▶ _What is being asked_:
Return, from the lines below, each one that includes the word "Purdue".

▶ _Information_:
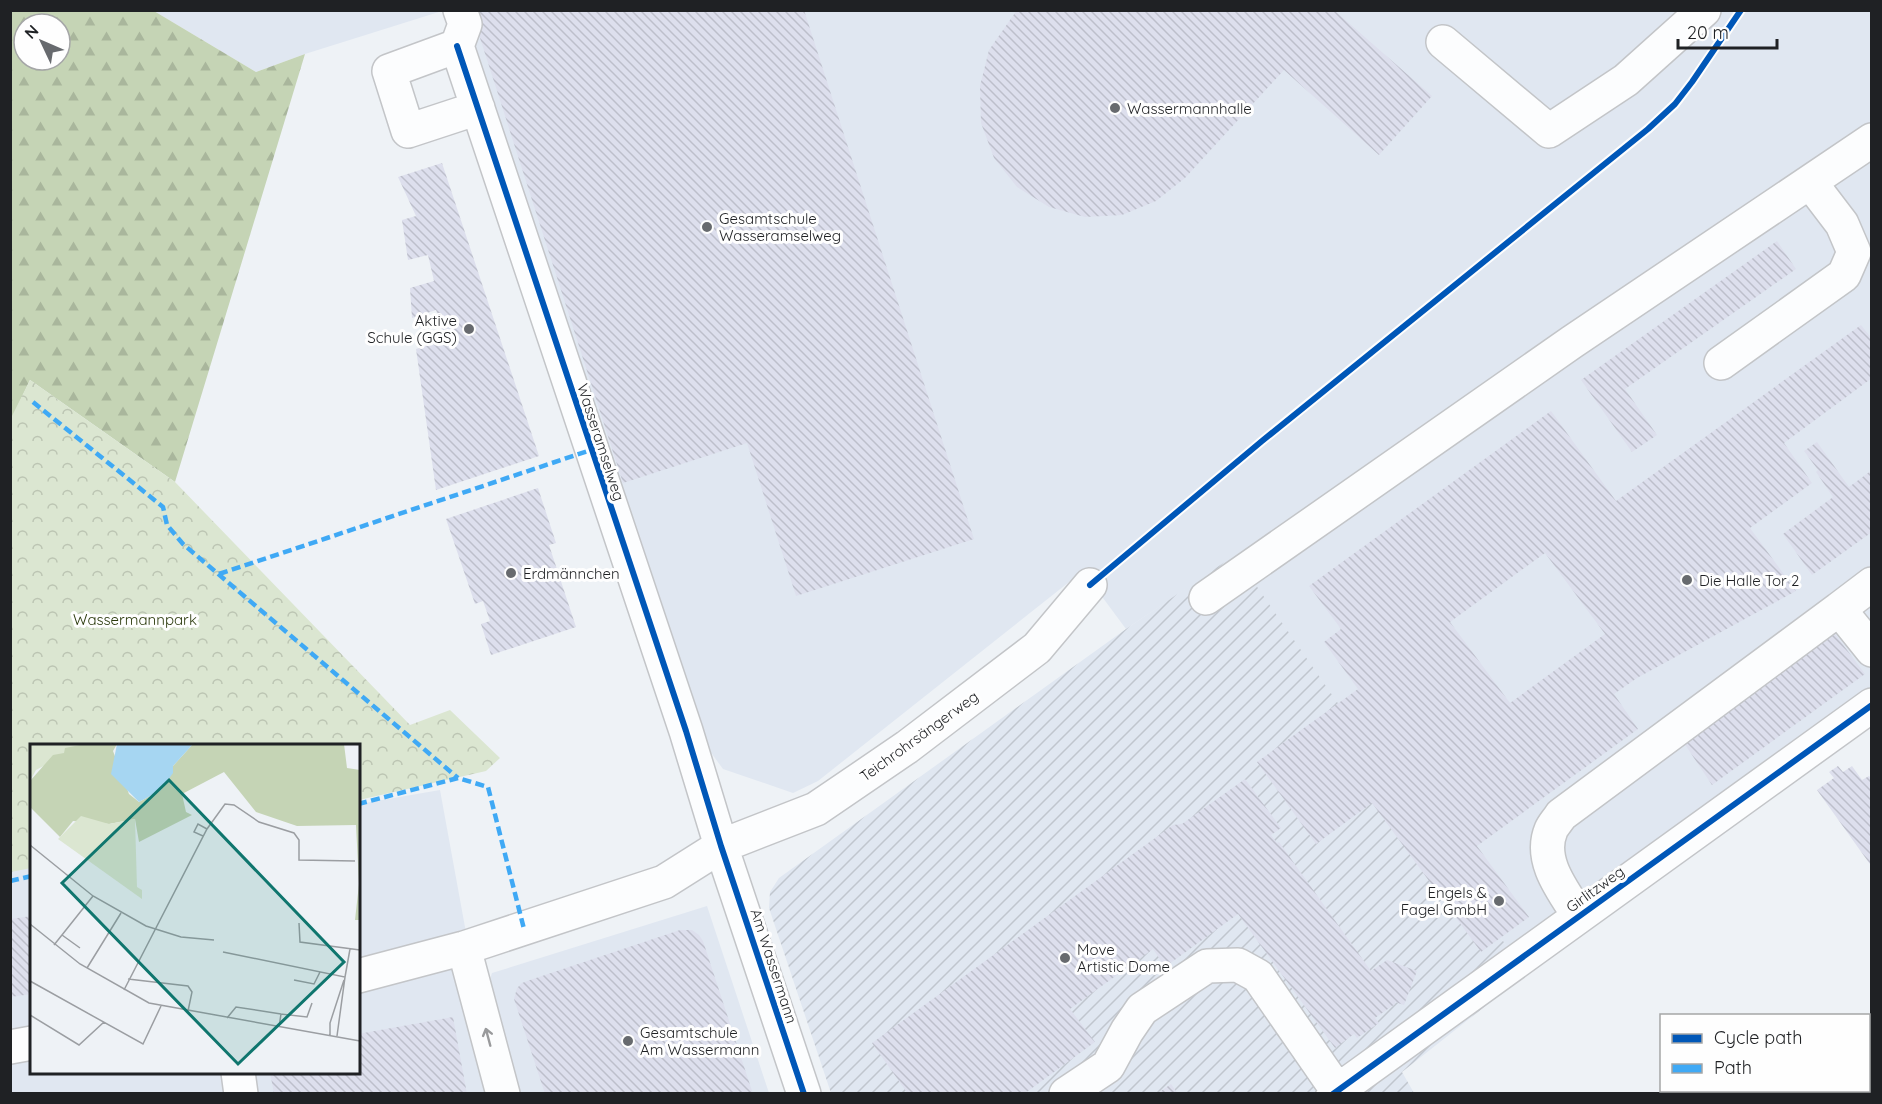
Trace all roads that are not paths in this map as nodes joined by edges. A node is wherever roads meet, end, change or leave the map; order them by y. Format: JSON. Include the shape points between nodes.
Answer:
{"nodes":[{"id":1,"x":460,"y":10,"type":"edge"},
{"id":2,"x":1704,"y":10,"type":"edge"},
{"id":3,"x":1443,"y":42,"type":"dead end"},
{"id":4,"x":457,"y":46,"type":"junction"},
{"id":5,"x":478,"y":108,"type":"junction"},
{"id":6,"x":1872,"y":140,"type":"edge"},
{"id":7,"x":1810,"y":182,"type":"junction"},
{"id":8,"x":1721,"y":363,"type":"dead end"},
{"id":9,"x":1872,"y":584,"type":"edge"},
{"id":10,"x":1090,"y":585,"type":"dead end"},
{"id":11,"x":1206,"y":598,"type":"dead end"},
{"id":12,"x":1839,"y":609,"type":"junction"},
{"id":13,"x":1872,"y":650,"type":"edge"},
{"id":14,"x":1872,"y":705,"type":"edge"},
{"id":15,"x":721,"y":846,"type":"junction"},
{"id":16,"x":1579,"y":916,"type":"junction"},
{"id":17,"x":464,"y":948,"type":"junction"},
{"id":18,"x":360,"y":975,"type":"edge"},
{"id":19,"x":30,"y":1043,"type":"edge"},
{"id":20,"x":10,"y":1047,"type":"edge"},
{"id":21,"x":238,"y":1074,"type":"edge"},
{"id":22,"x":1335,"y":1092,"type":"edge"},
{"id":23,"x":241,"y":1094,"type":"edge"},
{"id":24,"x":503,"y":1094,"type":"edge"},
{"id":25,"x":804,"y":1094,"type":"edge"},
{"id":26,"x":1066,"y":1094,"type":"edge"}],
"edges":[{"from":1,"to":4,"type":"street","via":[[465,24]]},
{"from":2,"to":3,"type":"street","via":[[1626,80],[1549,131]]},
{"from":4,"to":5,"type":"street","name":"Wasseramselweg"},
{"from":4,"to":5,"type":"street","via":[[389,71],[408,131]]},
{"from":5,"to":15,"type":"street","name":"Wasseramselweg"},
{"from":6,"to":7,"type":"street"},
{"from":7,"to":8,"type":"street","via":[[1842,224],[1854,252],[1844,275]]},
{"from":7,"to":11,"type":"street","via":[[1572,342]]},
{"from":9,"to":12,"type":"street"},
{"from":10,"to":15,"type":"street","name":"Teichrohrsängerweg","via":[[1037,648],[907,747],[816,809]]},
{"from":12,"to":13,"type":"street"},
{"from":12,"to":16,"type":"street","via":[[1561,815],[1551,831],[1547,852],[1555,877]]},
{"from":14,"to":16,"type":"street","name":"Girlitzweg"},
{"from":15,"to":17,"type":"street","via":[[664,882]]},
{"from":15,"to":25,"type":"street","name":"Am Wassermann"},
{"from":16,"to":22,"type":"street","name":"Girlitzweg"},
{"from":17,"to":18,"type":"street"},
{"from":24,"to":17,"type":"street","one_way":true},
{"from":19,"to":20,"type":"street"},
{"from":21,"to":23,"type":"street"},
{"from":22,"to":26,"type":"street","via":[[1258,976],[1238,965],[1207,966],[1142,1009],[1108,1066]]}]}
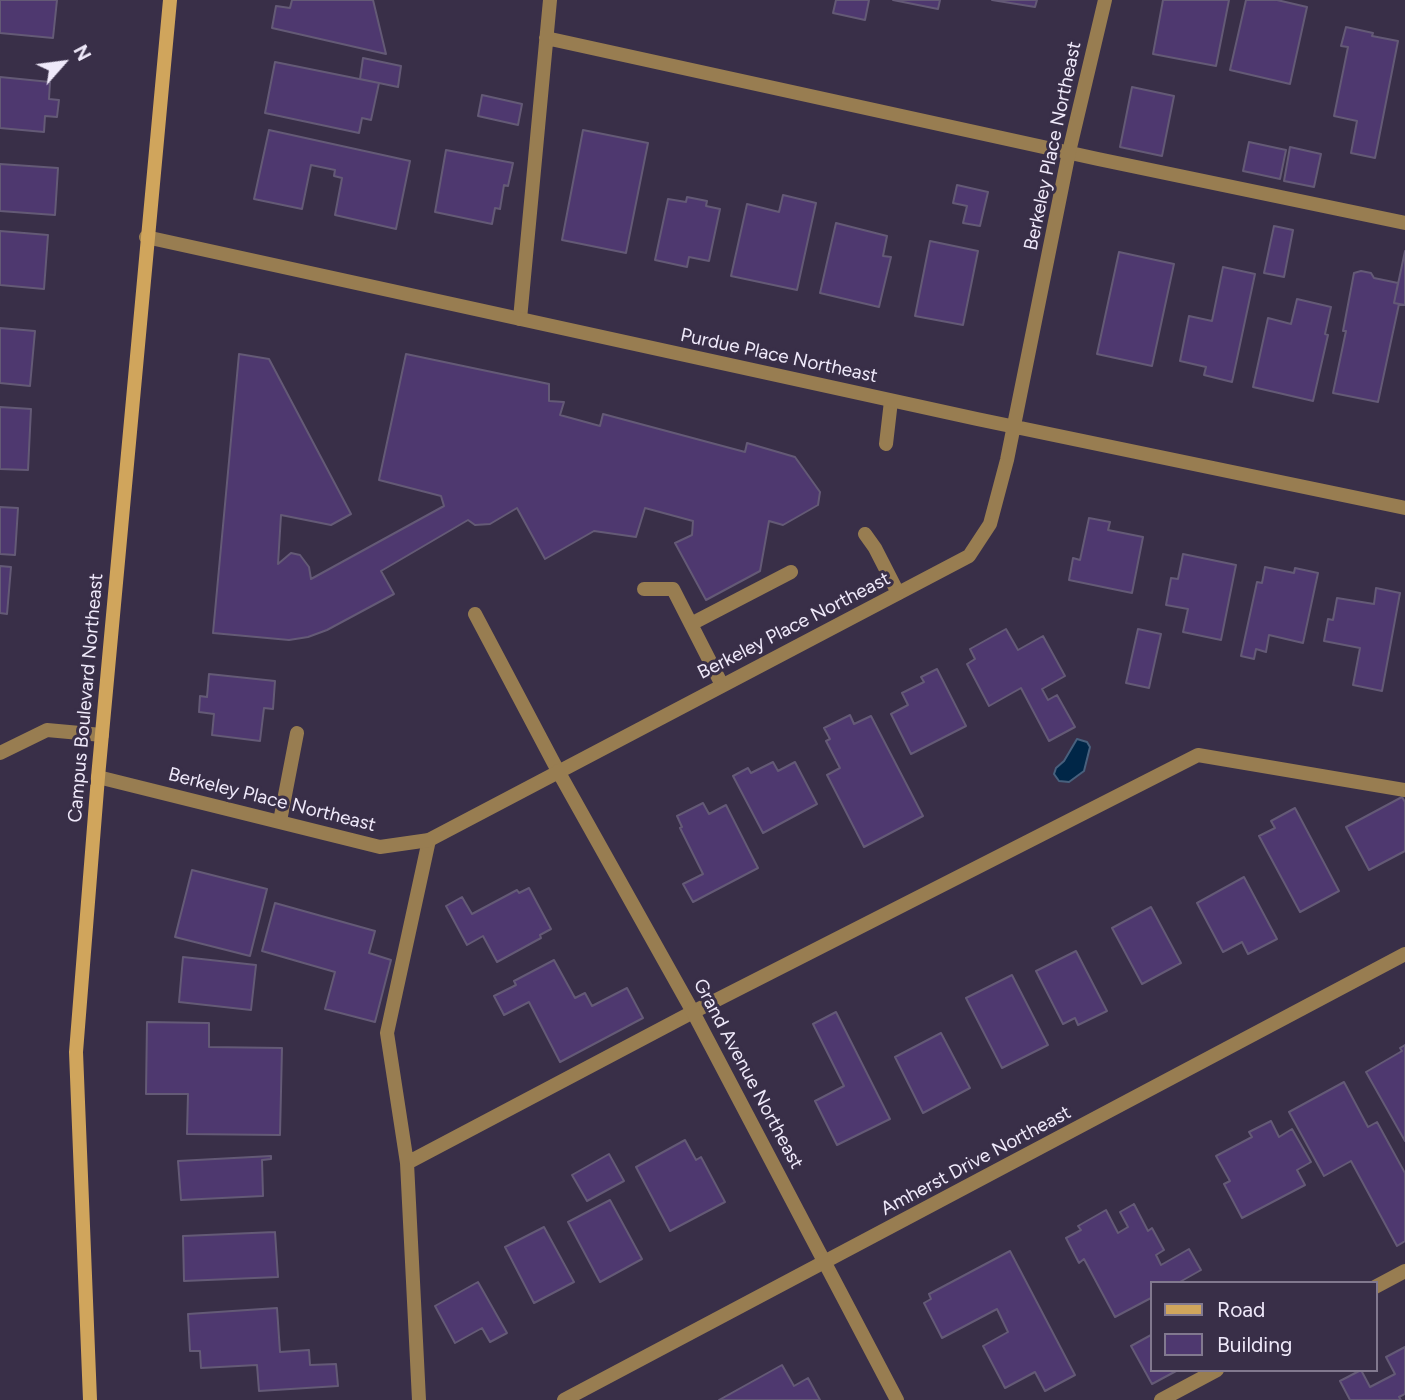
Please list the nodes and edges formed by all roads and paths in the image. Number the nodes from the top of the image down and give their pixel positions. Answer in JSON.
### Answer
{"nodes":[{"id":1,"x":170,"y":0,"type":"edge"},
{"id":2,"x":550,"y":0,"type":"edge"},
{"id":3,"x":1105,"y":0,"type":"edge"},
{"id":4,"x":546,"y":38,"type":"junction"},
{"id":5,"x":1069,"y":152,"type":"junction"},
{"id":6,"x":1405,"y":223,"type":"edge"},
{"id":7,"x":146,"y":236,"type":"junction"},
{"id":8,"x":520,"y":319,"type":"junction"},
{"id":9,"x":891,"y":401,"type":"junction"},
{"id":10,"x":1015,"y":427,"type":"junction"},
{"id":11,"x":886,"y":444,"type":"dead end"},
{"id":12,"x":1405,"y":508,"type":"edge"},
{"id":13,"x":864,"y":534,"type":"dead end"},
{"id":14,"x":791,"y":572,"type":"dead end"},
{"id":15,"x":644,"y":589,"type":"dead end"},
{"id":16,"x":898,"y":593,"type":"junction"},
{"id":17,"x":475,"y":614,"type":"dead end"},
{"id":18,"x":691,"y":624,"type":"junction"},
{"id":19,"x":722,"y":685,"type":"junction"},
{"id":20,"x":297,"y":733,"type":"dead end"},
{"id":21,"x":102,"y":735,"type":"junction"},
{"id":22,"x":0,"y":753,"type":"edge"},
{"id":23,"x":558,"y":771,"type":"junction"},
{"id":24,"x":98,"y":777,"type":"junction"},
{"id":25,"x":1405,"y":790,"type":"edge"},
{"id":26,"x":280,"y":821,"type":"junction"},
{"id":27,"x":429,"y":840,"type":"junction"},
{"id":28,"x":1405,"y":954,"type":"edge"},
{"id":29,"x":693,"y":1012,"type":"junction"},
{"id":30,"x":407,"y":1163,"type":"junction"},
{"id":31,"x":826,"y":1262,"type":"junction"},
{"id":32,"x":1405,"y":1271,"type":"edge"},
{"id":33,"x":1377,"y":1286,"type":"edge"},
{"id":34,"x":1213,"y":1372,"type":"edge"},
{"id":35,"x":90,"y":1400,"type":"edge"},
{"id":36,"x":419,"y":1400,"type":"edge"},
{"id":37,"x":564,"y":1400,"type":"edge"},
{"id":38,"x":897,"y":1400,"type":"edge"},
{"id":39,"x":1161,"y":1400,"type":"edge"}],
"edges":[{"from":1,"to":7,"type":"street","name":"Campus Boulevard Northeast"},
{"from":2,"to":4,"type":"street"},
{"from":3,"to":5,"type":"street","name":"Berkeley Place Northeast"},
{"from":4,"to":5,"type":"street"},
{"from":4,"to":8,"type":"street"},
{"from":5,"to":6,"type":"street"},
{"from":5,"to":10,"type":"street","name":"Berkeley Place Northeast"},
{"from":7,"to":8,"type":"street","name":"Purdue Place Northeast"},
{"from":7,"to":21,"type":"street","name":"Campus Boulevard Northeast"},
{"from":8,"to":9,"type":"street","name":"Purdue Place Northeast"},
{"from":9,"to":10,"type":"street","name":"Purdue Place Northeast"},
{"from":9,"to":11,"type":"street"},
{"from":10,"to":12,"type":"street","name":"Purdue Place Northeast"},
{"from":10,"to":16,"type":"street","name":"Berkeley Place Northeast"},
{"from":13,"to":16,"type":"street"},
{"from":14,"to":18,"type":"street"},
{"from":15,"to":18,"type":"street"},
{"from":16,"to":19,"type":"street","name":"Berkeley Place Northeast"},
{"from":17,"to":23,"type":"street","name":"Grand Avenue Northeast"},
{"from":18,"to":19,"type":"street"},
{"from":19,"to":23,"type":"street","name":"Berkeley Place Northeast"},
{"from":20,"to":26,"type":"street"},
{"from":21,"to":22,"type":"street"},
{"from":21,"to":24,"type":"street","name":"Campus Boulevard Northeast"},
{"from":23,"to":27,"type":"street","name":"Berkeley Place Northeast"},
{"from":23,"to":29,"type":"street","name":"Grand Avenue Northeast"},
{"from":24,"to":26,"type":"street","name":"Berkeley Place Northeast"},
{"from":24,"to":35,"type":"street","name":"Campus Boulevard Northeast"},
{"from":25,"to":29,"type":"street"},
{"from":26,"to":27,"type":"street","name":"Berkeley Place Northeast"},
{"from":27,"to":30,"type":"street"},
{"from":28,"to":31,"type":"street","name":"Amherst Drive Northeast"},
{"from":29,"to":30,"type":"street"},
{"from":29,"to":31,"type":"street","name":"Grand Avenue Northeast"},
{"from":30,"to":36,"type":"street"},
{"from":31,"to":37,"type":"street","name":"Amherst Drive Northeast"},
{"from":31,"to":38,"type":"street","name":"Grand Avenue Northeast"},
{"from":32,"to":33,"type":"street"},
{"from":34,"to":39,"type":"street"}]}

▶ _Result of the task_:
{"from":7,"to":8,"type":"street","name":"Purdue Place Northeast"},
{"from":8,"to":9,"type":"street","name":"Purdue Place Northeast"},
{"from":9,"to":10,"type":"street","name":"Purdue Place Northeast"},
{"from":10,"to":12,"type":"street","name":"Purdue Place Northeast"},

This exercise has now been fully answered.